Free Will Isn’t Free

You get up on a Saturday morning, get dressed, and throw open the front door. How are you going to spend your day? You can keep things small and routine: visit a friend, go shopping, watch TV. You might also do something epic: take a spontaneous road trip, withdraw your savings and give it to the homeless, start that novel you’ve been talking about for years. The possibilities are seemingly endless!

But they aren’t endless. There are somethings that you are simply not allowed to do, at least not legally or easily. You can’t throw hand grenades at pedestrians. You can’t declare yourself a police officer and start fighting crime. You can’t drive your car onto an airport tarmac.

Is your “free will” restricted by not having every theoretical activity available to you? Perhaps, but is this really a problem? We generally agree as a civilization that, as a whole, we’re better off if individuals don’t have certain options on the table. We might argue about what those options are, but few advocate anarchy as the ideal state of affairs.

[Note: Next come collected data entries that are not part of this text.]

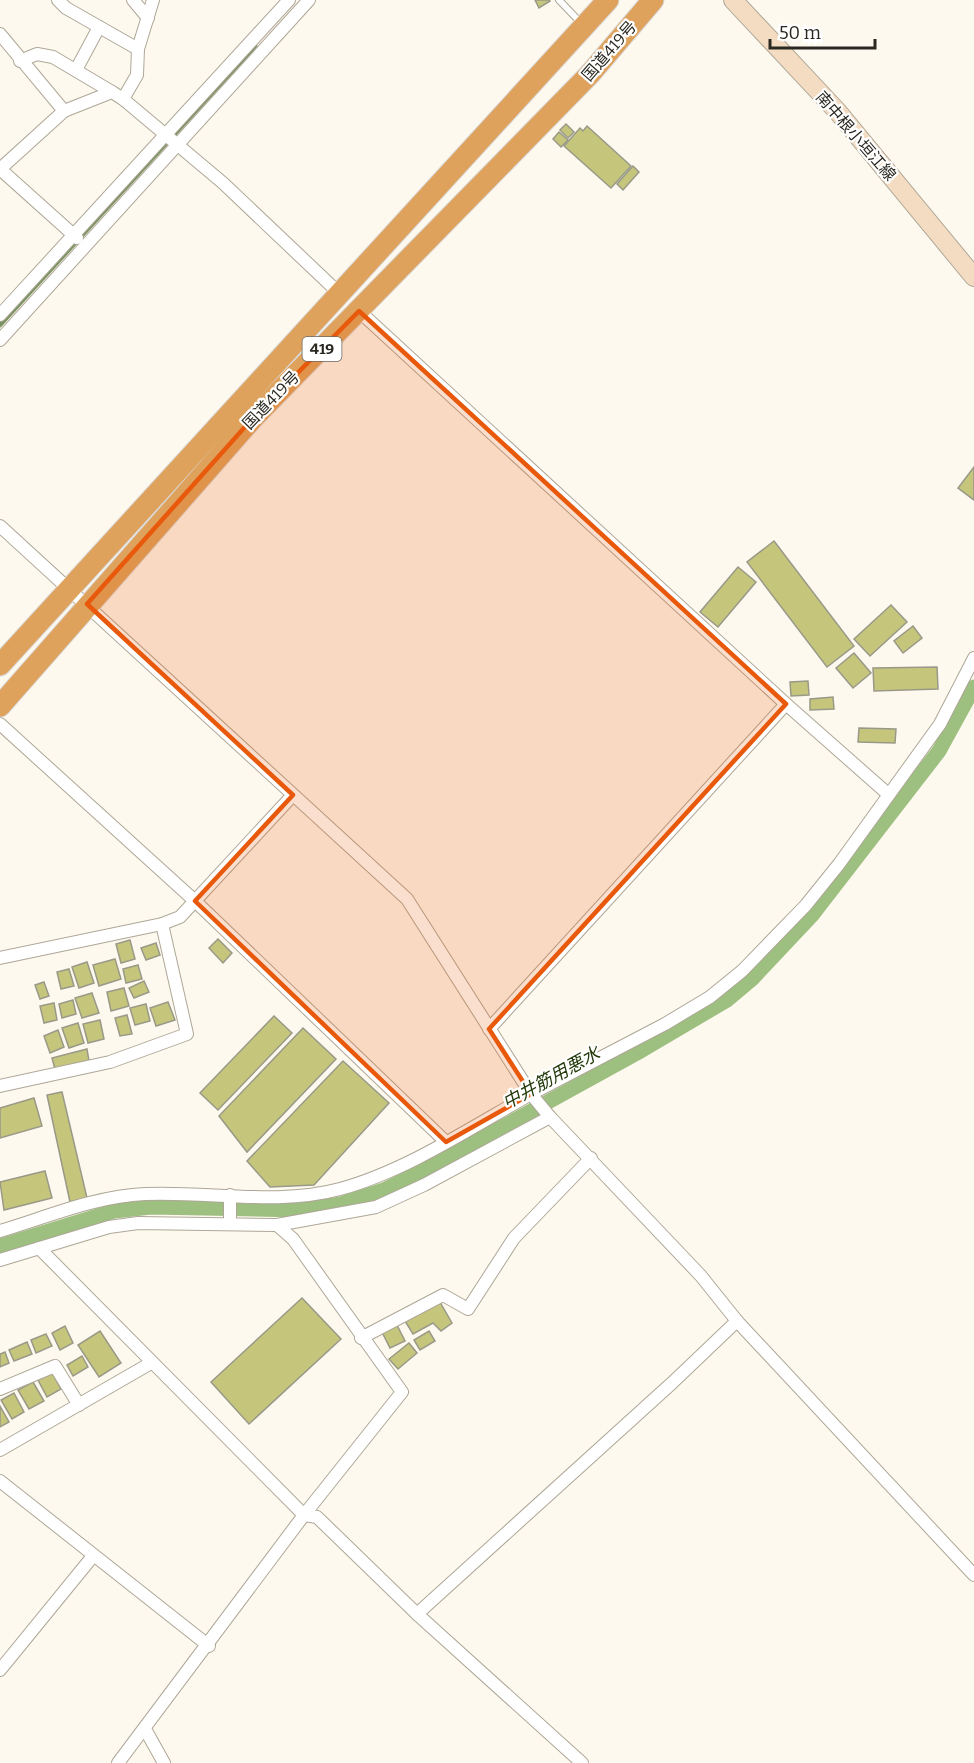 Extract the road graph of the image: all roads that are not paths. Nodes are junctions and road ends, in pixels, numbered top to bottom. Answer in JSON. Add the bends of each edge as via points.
{"nodes":[{"id":1,"x":58,"y":0,"type":"edge"},
{"id":2,"x":133,"y":0,"type":"edge"},
{"id":3,"x":153,"y":0,"type":"edge"},
{"id":4,"x":289,"y":0,"type":"edge"},
{"id":5,"x":309,"y":0,"type":"edge"},
{"id":6,"x":559,"y":0,"type":"edge"},
{"id":7,"x":609,"y":0,"type":"edge"},
{"id":8,"x":653,"y":0,"type":"edge"},
{"id":9,"x":733,"y":0,"type":"edge"},
{"id":10,"x":148,"y":18,"type":"junction"},
{"id":11,"x":99,"y":27,"type":"junction"},
{"id":12,"x":585,"y":27,"type":"junction"},
{"id":13,"x":0,"y":34,"type":"edge"},
{"id":14,"x":138,"y":49,"type":"junction"},
{"id":15,"x":20,"y":61,"type":"junction"},
{"id":16,"x":76,"y":70,"type":"junction"},
{"id":17,"x":118,"y":95,"type":"junction"},
{"id":18,"x":64,"y":111,"type":"junction"},
{"id":19,"x":171,"y":140,"type":"junction"},
{"id":20,"x":74,"y":235,"type":"junction"},
{"id":21,"x":85,"y":246,"type":"junction"},
{"id":22,"x":974,"y":277,"type":"edge"},
{"id":23,"x":341,"y":295,"type":"junction"},
{"id":24,"x":360,"y":311,"type":"junction"},
{"id":25,"x":0,"y":315,"type":"edge"},
{"id":26,"x":0,"y":340,"type":"edge"},
{"id":27,"x":0,"y":526,"type":"edge"},
{"id":28,"x":69,"y":590,"type":"junction"},
{"id":29,"x":87,"y":604,"type":"junction"},
{"id":30,"x":974,"y":658,"type":"edge"},
{"id":31,"x":0,"y":665,"type":"edge"},
{"id":32,"x":786,"y":704,"type":"junction"},
{"id":33,"x":0,"y":706,"type":"edge"},
{"id":34,"x":0,"y":724,"type":"edge"},
{"id":35,"x":888,"y":794,"type":"junction"},
{"id":36,"x":293,"y":795,"type":"junction"},
{"id":37,"x":195,"y":901,"type":"junction"},
{"id":38,"x":162,"y":924,"type":"junction"},
{"id":39,"x":0,"y":958,"type":"edge"},
{"id":40,"x":489,"y":1029,"type":"junction"},
{"id":41,"x":0,"y":1086,"type":"edge"},
{"id":42,"x":531,"y":1094,"type":"junction"},
{"id":43,"x":550,"y":1117,"type":"junction"},
{"id":44,"x":446,"y":1142,"type":"junction"},
{"id":45,"x":591,"y":1158,"type":"junction"},
{"id":46,"x":230,"y":1196,"type":"junction"},
{"id":47,"x":230,"y":1224,"type":"junction"},
{"id":48,"x":277,"y":1225,"type":"junction"},
{"id":49,"x":0,"y":1231,"type":"edge"},
{"id":50,"x":39,"y":1248,"type":"junction"},
{"id":51,"x":0,"y":1260,"type":"edge"},
{"id":52,"x":737,"y":1321,"type":"junction"},
{"id":53,"x":361,"y":1338,"type":"junction"},
{"id":54,"x":152,"y":1363,"type":"junction"},
{"id":55,"x":0,"y":1389,"type":"edge"},
{"id":56,"x":79,"y":1404,"type":"junction"},
{"id":57,"x":0,"y":1450,"type":"edge"},
{"id":58,"x":0,"y":1481,"type":"edge"},
{"id":59,"x":304,"y":1515,"type":"junction"},
{"id":60,"x":93,"y":1556,"type":"junction"},
{"id":61,"x":974,"y":1575,"type":"edge"},
{"id":62,"x":417,"y":1614,"type":"junction"},
{"id":63,"x":208,"y":1646,"type":"junction"},
{"id":64,"x":0,"y":1670,"type":"edge"},
{"id":65,"x":145,"y":1729,"type":"junction"},
{"id":66,"x":118,"y":1763,"type":"edge"},
{"id":67,"x":164,"y":1763,"type":"edge"},
{"id":68,"x":582,"y":1763,"type":"edge"}],
"edges":[{"from":1,"to":11,"type":"street"},
{"from":2,"to":10,"type":"street"},
{"from":3,"to":10,"type":"street"},
{"from":4,"to":19,"type":"street"},
{"from":5,"to":19,"type":"street"},
{"from":6,"to":12,"type":"lane"},
{"from":7,"to":12,"type":"highway","name":"国道419号","number":"419"},
{"from":8,"to":24,"type":"highway","name":"国道419号","number":"419","via":[[590,74]]},
{"from":9,"to":22,"type":"main road","name":"南中根小垣江線","via":[[838,112]]},
{"from":10,"to":14,"type":"street"},
{"from":11,"to":14,"type":"street"},
{"from":11,"to":16,"type":"street"},
{"from":12,"to":23,"type":"highway","name":"国道419号","number":"419"},
{"from":13,"to":15,"type":"street"},
{"from":14,"to":17,"type":"street","via":[[136,75]]},
{"from":15,"to":16,"type":"street","via":[[37,54],[53,57]]},
{"from":15,"to":18,"type":"street"},
{"from":16,"to":17,"type":"street"},
{"from":17,"to":18,"type":"street"},
{"from":17,"to":19,"type":"street"},
{"from":18,"to":20,"type":"street","via":[[0,169]]},
{"from":19,"to":20,"type":"street"},
{"from":19,"to":21,"type":"street"},
{"from":19,"to":23,"type":"street","via":[[223,183]]},
{"from":20,"to":21,"type":"street"},
{"from":20,"to":25,"type":"street"},
{"from":21,"to":26,"type":"street"},
{"from":23,"to":28,"type":"highway","name":"国道419号","number":"419"},
{"from":24,"to":29,"type":"highway","name":"国道419号","number":"419","via":[[252,419]]},
{"from":24,"to":32,"type":"street"},
{"from":27,"to":28,"type":"street"},
{"from":28,"to":29,"type":"street"},
{"from":28,"to":31,"type":"highway","name":"国道419号","number":"419"},
{"from":29,"to":33,"type":"highway","name":"国道419号","number":"419"},
{"from":29,"to":36,"type":"street"},
{"from":30,"to":35,"type":"street","via":[[940,724]]},
{"from":32,"to":35,"type":"street"},
{"from":32,"to":40,"type":"street"},
{"from":34,"to":37,"type":"street"},
{"from":35,"to":42,"type":"street","via":[[806,905],[742,971],[710,997],[665,1024]]},
{"from":36,"to":37,"type":"street"},
{"from":36,"to":40,"type":"street","via":[[416,908]]},
{"from":37,"to":38,"type":"street","via":[[180,917]]},
{"from":37,"to":44,"type":"street"},
{"from":38,"to":39,"type":"street"},
{"from":38,"to":41,"type":"street","via":[[187,1034],[110,1062]]},
{"from":40,"to":42,"type":"street"},
{"from":42,"to":43,"type":"street"},
{"from":42,"to":44,"type":"street"},
{"from":43,"to":45,"type":"street"},
{"from":43,"to":48,"type":"street","via":[[376,1207]]},
{"from":44,"to":46,"type":"street","via":[[339,1189],[290,1196]]},
{"from":45,"to":52,"type":"street","via":[[701,1276]]},
{"from":45,"to":53,"type":"street","via":[[514,1238],[468,1309],[443,1295]]},
{"from":46,"to":47,"type":"street"},
{"from":46,"to":49,"type":"street","via":[[117,1196]]},
{"from":47,"to":48,"type":"street"},
{"from":47,"to":50,"type":"street","via":[[138,1223],[109,1227]]},
{"from":48,"to":53,"type":"street","via":[[293,1239]]},
{"from":50,"to":51,"type":"street"},
{"from":50,"to":54,"type":"street"},
{"from":52,"to":61,"type":"street"},
{"from":52,"to":62,"type":"street"},
{"from":53,"to":59,"type":"street","via":[[402,1392]]},
{"from":54,"to":56,"type":"street"},
{"from":54,"to":59,"type":"street"},
{"from":55,"to":56,"type":"street","via":[[55,1366]]},
{"from":56,"to":57,"type":"street"},
{"from":58,"to":60,"type":"street"},
{"from":59,"to":62,"type":"street","via":[[317,1518]]},
{"from":59,"to":63,"type":"street"},
{"from":60,"to":63,"type":"street"},
{"from":60,"to":64,"type":"street"},
{"from":62,"to":68,"type":"street"},
{"from":63,"to":65,"type":"street"},
{"from":65,"to":66,"type":"street"},
{"from":65,"to":67,"type":"street"}]}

Now let’s get into a specific example. Let’s say you’re a young man with a history of violence, and you really have it out for your mother-in-law. You decide to spend your day of endless possibility by going to her church and shooting up the place.

Would anyone have a problem if this man wasn’t given this particular option? If God placed an invisible wall around the church, preventing the man from entering or firing through, would we be any worse off? Indeed, wouldn’t this in fact be a powerful testimony of God’s protection? Imagine if someone got a video of a gun-wielding madman smacking into absolutely nothing!

Instead, in the aftermath of yet another gun massacre, we are forced to assume that God must have his reasons for not interfering – just like in Columbine, Paducah, Killeen, Austin, San Bernardino, Sandy Hook, Las Vegas, Orlando, Virginia Tech, Fort Hood, Aurora, Charleston… and on and on.